* [WORK TASK]: Reproduce all lines of the listing below in which the word "SAVOY" occurs.

[Start of Attachment]

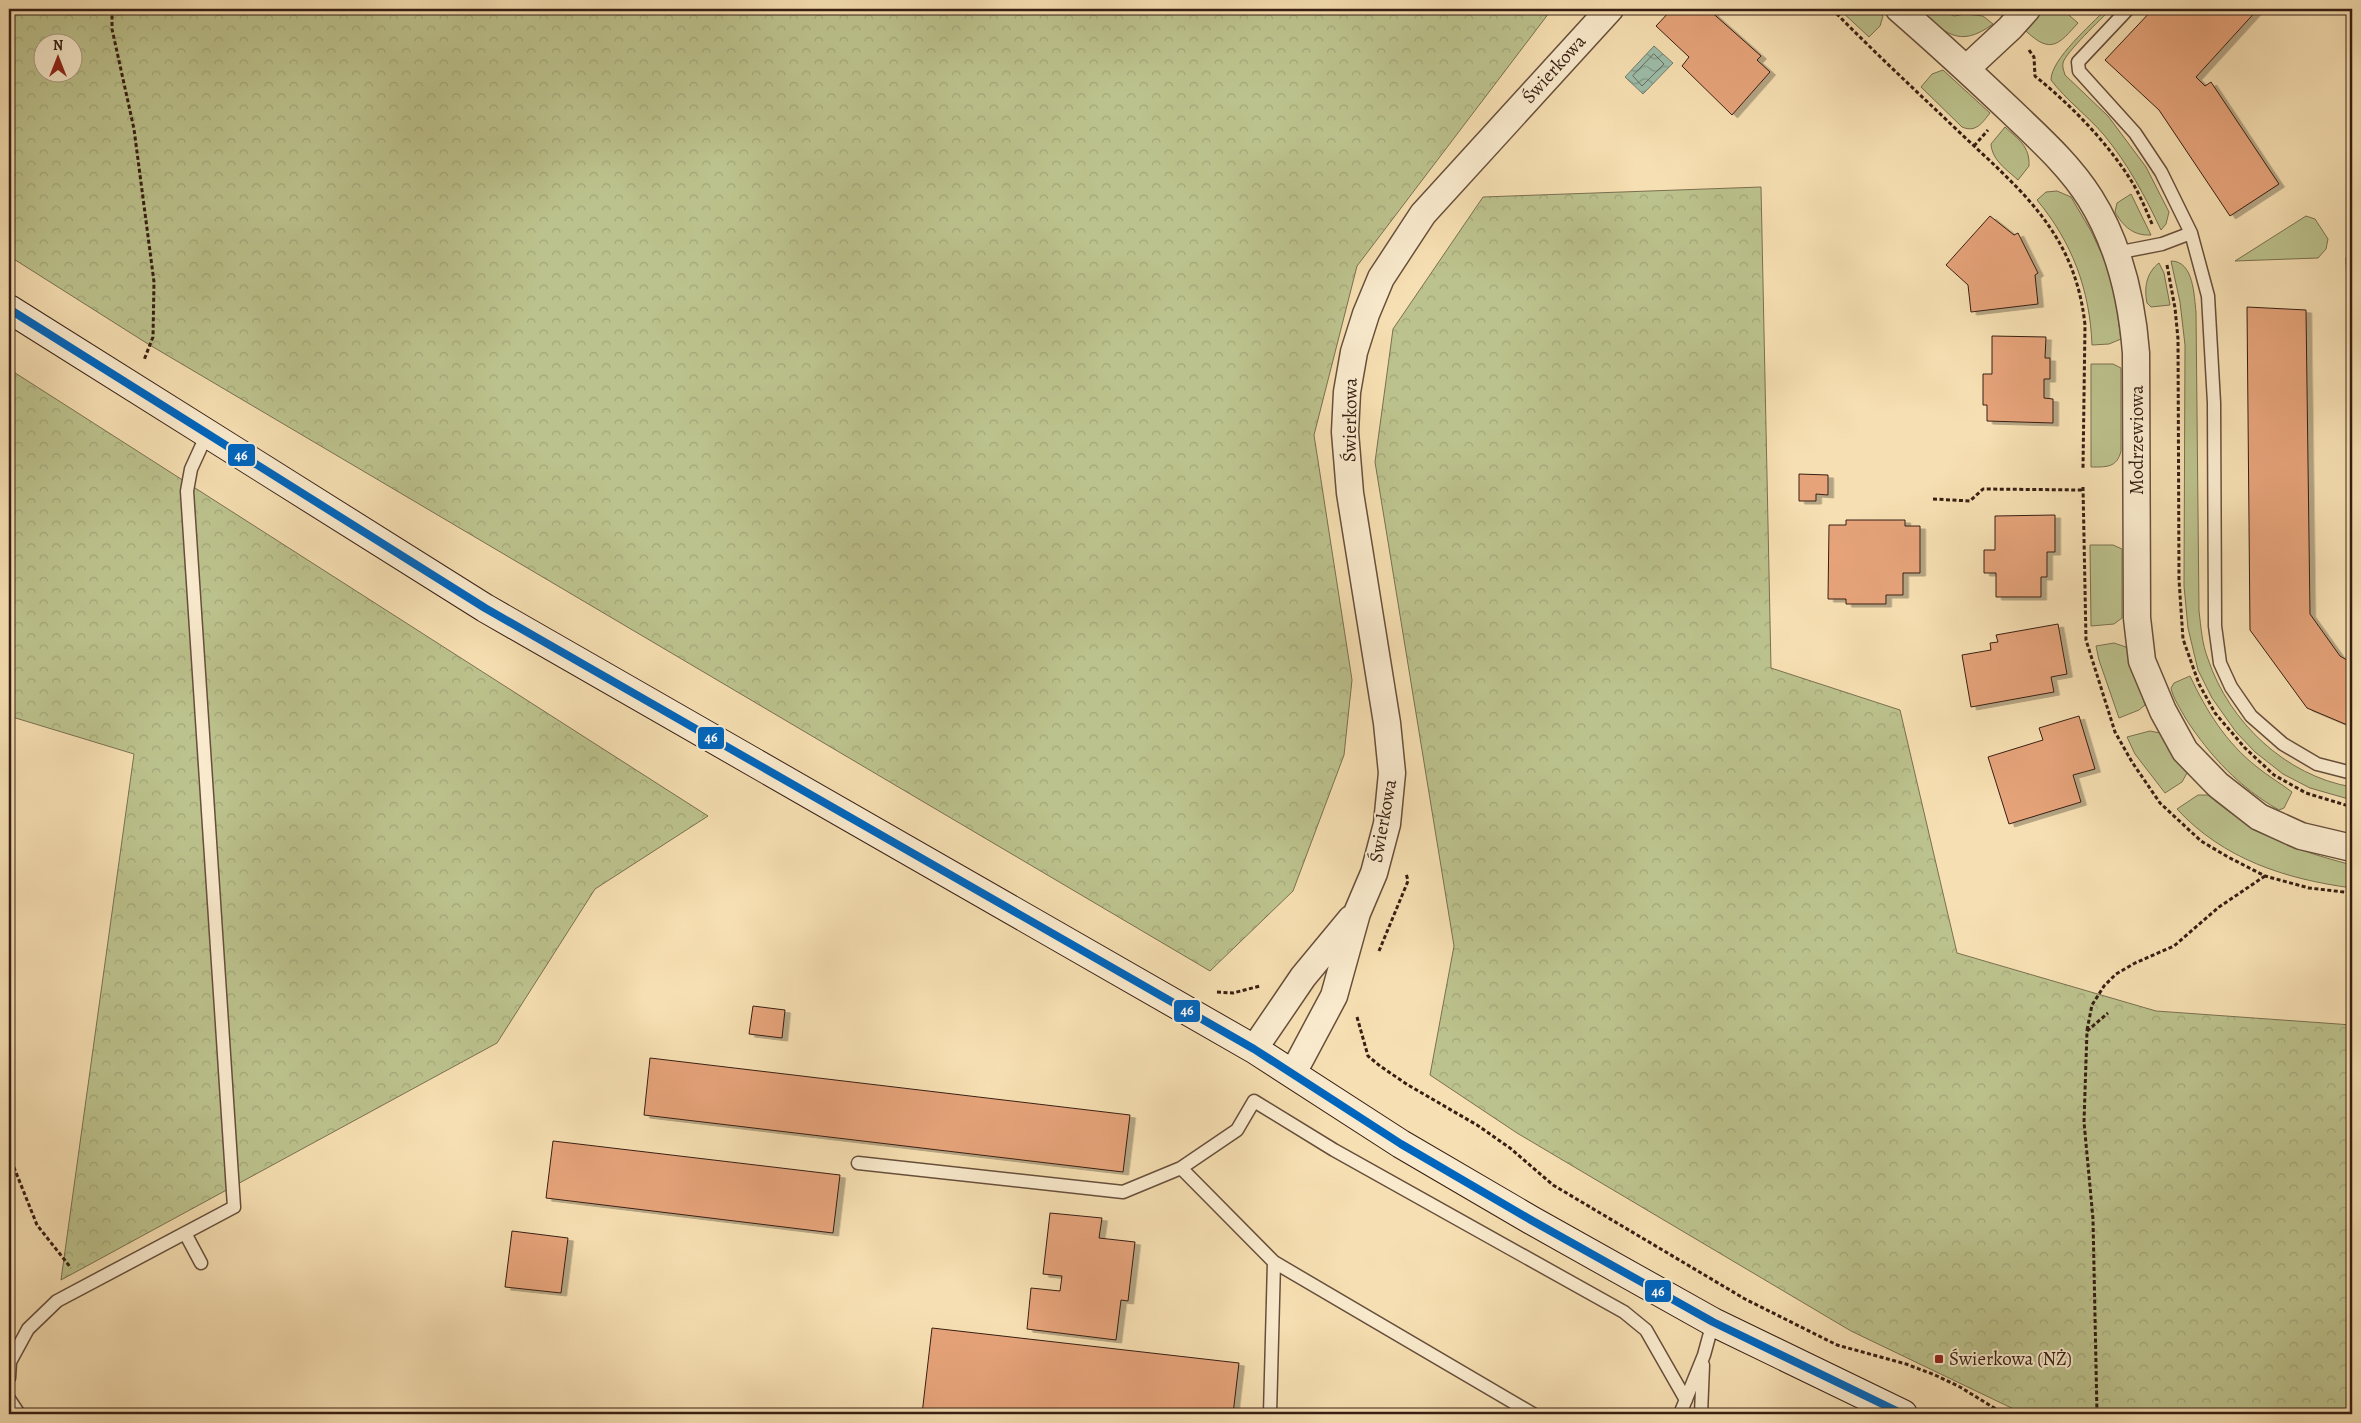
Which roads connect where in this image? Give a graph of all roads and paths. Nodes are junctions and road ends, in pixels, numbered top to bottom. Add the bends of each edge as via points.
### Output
1 (112, 9) edge
2 (1610, 9) edge
3 (1832, 9) edge
4 (1899, 9) edge
5 (1950, 9) edge
6 (1957, 9) edge
7 (2027, 9) edge
8 (2128, 9) edge
9 (2029, 49) dead end
10 (1966, 69) junction
11 (1992, 126) dead end
12 (1974, 146) junction
13 (2191, 233) junction
14 (2162, 244) junction
15 (2116, 253) junction
16 (9, 309) edge
17 (126, 383) junction
18 (207, 434) junction
19 (2083, 468) dead end
20 (2083, 490) dead end
21 (1933, 500) dead end
22 (2352, 773) edge
23 (2352, 807) edge
24 (2352, 848) edge
25 (2266, 876) dead end
26 (1357, 913) junction
27 (1264, 981) dead end
28 (1215, 992) dead end
29 (2108, 1013) dead end
30 (1357, 1014) dead end
31 (2087, 1030) junction
32 (1254, 1049) junction
33 (1293, 1073) junction
34 (9, 1155) edge
35 (858, 1163) dead end
36 (1181, 1168) junction
37 (185, 1233) junction
38 (1274, 1262) junction
39 (201, 1263) dead end
40 (86, 1286) junction
41 (1713, 1322) junction
42 (1704, 1356) junction
43 (9, 1378) edge
44 (9, 1399) edge
45 (1686, 1400) junction
46 (19, 1414) edge
47 (1270, 1414) edge
48 (1533, 1414) edge
49 (1680, 1414) edge
50 (1702, 1414) edge
51 (1903, 1414) edge
52 (2004, 1414) edge
53 (2097, 1414) edge

1 - 17 path via 112,30 134,129 154,282 153,337 146,359
2 - 26 street, Świerkowa via 1423,214 1381,278 1354,352 1345,432 1350,493 1386,714 1392,773 1385,832 1374,873
3 - 12 path
4 - 10 street, Modrzewiowa
5 - 6 path
7 - 10 street
8 - 13 lane via 2081,58 2078,62 2080,71 2135,133 2161,172
9 - 14 path via 2034,57 2035,76 2094,132 2132,182
10 - 15 street, Modrzewiowa via 2055,154 2090,198
11 - 12 path
12 - 19 path via 2033,203 2055,234 2075,277 2085,325
13 - 14 lane
13 - 22 lane via 2208,296 2214,403 2215,626 2220,663 2231,687 2251,716 2282,744 2317,764
14 - 15 lane
14 - 23 path via 2178,339 2179,580 2183,639 2199,684 2214,713 2244,748 2274,775 2306,793
15 - 24 street, Modrzewiowa via 2134,318 2137,618 2142,661 2163,711 2185,751 2218,785 2267,821 2301,836
16 - 17 main road
17 - 18 main road
18 - 32 main road via 485,608
18 - 37 lane via 191,469 187,491 234,1207
20 - 21 path via 1983,489 1970,500
25 - 31 path via 2219,907 2174,946 2116,974 2092,1005
26 - 32 street via 1304,977
26 - 33 street via 1334,996
27 - 28 path via 1259,987 1232,994
29 - 31 path
30 - 52 path via 1368,1056 1408,1085 1510,1148 1553,1185 1754,1303 1837,1345 1935,1375
31 - 53 path via 2084,1122 2093,1219
32 - 33 main road
33 - 41 main road via 1401,1144
34 - 40 path via 38,1225
35 - 36 lane via 1123,1192
36 - 38 lane
36 - 45 lane via 1237,1130 1254,1101 1334,1150 1624,1312 1646,1330
37 - 39 lane
37 - 40 lane
38 - 47 lane
38 - 48 lane
40 - 43 lane via 58,1301 28,1329 10,1362
41 - 42 lane
41 - 51 main road
42 - 45 lane
42 - 50 lane
44 - 46 lane
45 - 49 lane

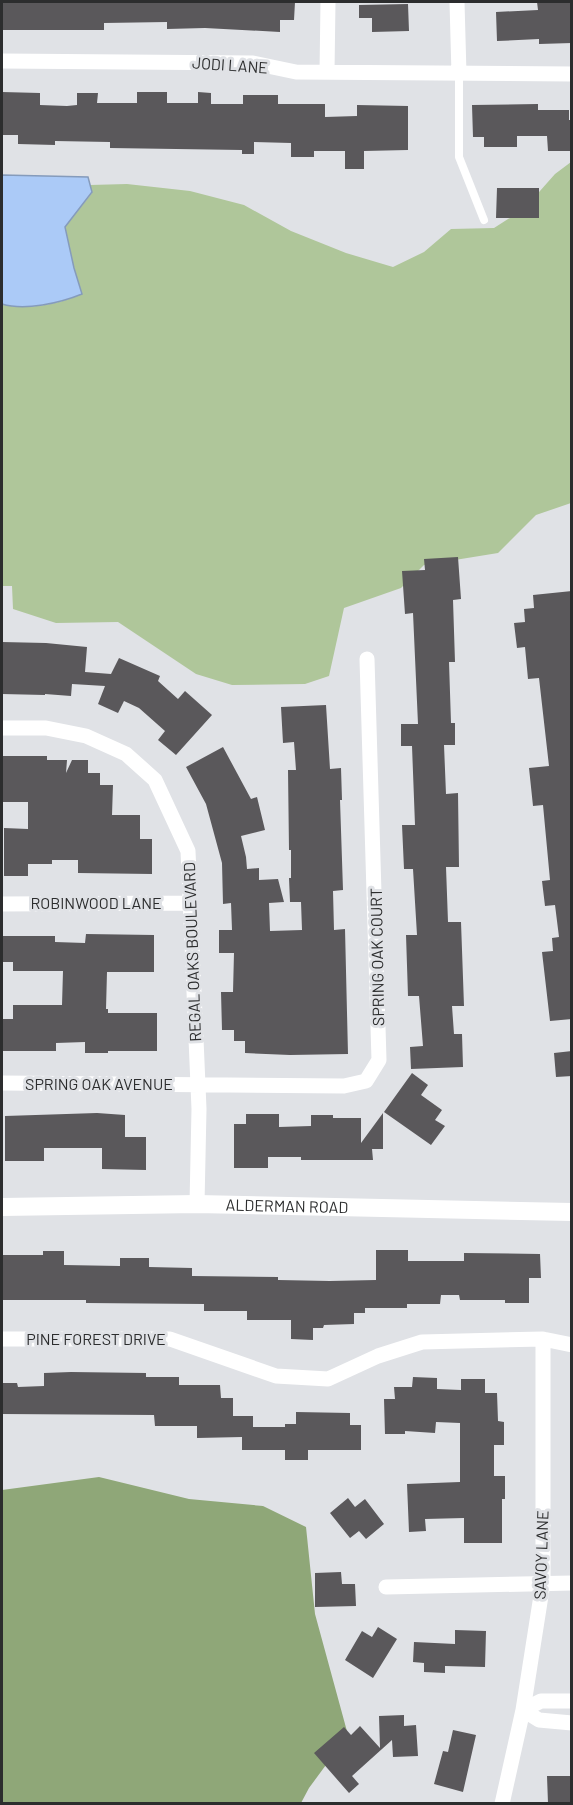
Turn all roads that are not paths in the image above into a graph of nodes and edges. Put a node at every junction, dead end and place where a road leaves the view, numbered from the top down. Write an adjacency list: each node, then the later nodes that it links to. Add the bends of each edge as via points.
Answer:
1 (328, 2): 4 (street)
2 (457, 2): 5 (street)
3 (2, 61): 4 (street, JODI LANE, via 253,63 296,72)
4 (327, 72): 5 (street, JODI LANE)
5 (459, 74): 6 (street, JODI LANE); 7 (lane, via 459,157)
6 (572, 74)
7 (484, 219)
8 (367, 659): 13 (street, SPRING OAK COURT, via 379,1060 366,1081 357,1085)
9 (2, 728): 10 (street, REGAL OAKS BOULEVARD, via 46,728 86,736 126,753 154,780 188,851)
10 (191, 903): 11 (street, ROBINWOOD LANE); 13 (street, REGAL OAKS BOULEVARD)
11 (2, 904)
12 (2, 1083): 13 (street, SPRING OAK AVENUE)
13 (197, 1084): 14 (street, REGAL OAKS BOULEVARD)
14 (197, 1204): 15 (street, ALDERMAN ROAD); 16 (street, ALDERMAN ROAD)
15 (2, 1207)
16 (572, 1212)
17 (2, 1339): 18 (street, PINE FOREST DRIVE, via 170,1339 276,1376 328,1379 378,1356 422,1342)
18 (543, 1339): 19 (street, PINE FOREST DRIVE); 20 (street, SAVOY LANE)
19 (572, 1345)
20 (543, 1583): 21 (street); 22 (street); 24 (street, SAVOY LANE)
21 (572, 1583)
22 (386, 1587)
23 (572, 1701): 24 (street, via 541,1701)
24 (523, 1710): 25 (street, via 538,1719); 26 (street, SAVOY LANE)
25 (572, 1723)
26 (502, 1803)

[End of Attachment]

* [REPLY TO THE EXERCISE]:
18 (543, 1339): 19 (street, PINE FOREST DRIVE); 20 (street, SAVOY LANE)
20 (543, 1583): 21 (street); 22 (street); 24 (street, SAVOY LANE)
24 (523, 1710): 25 (street, via 538,1719); 26 (street, SAVOY LANE)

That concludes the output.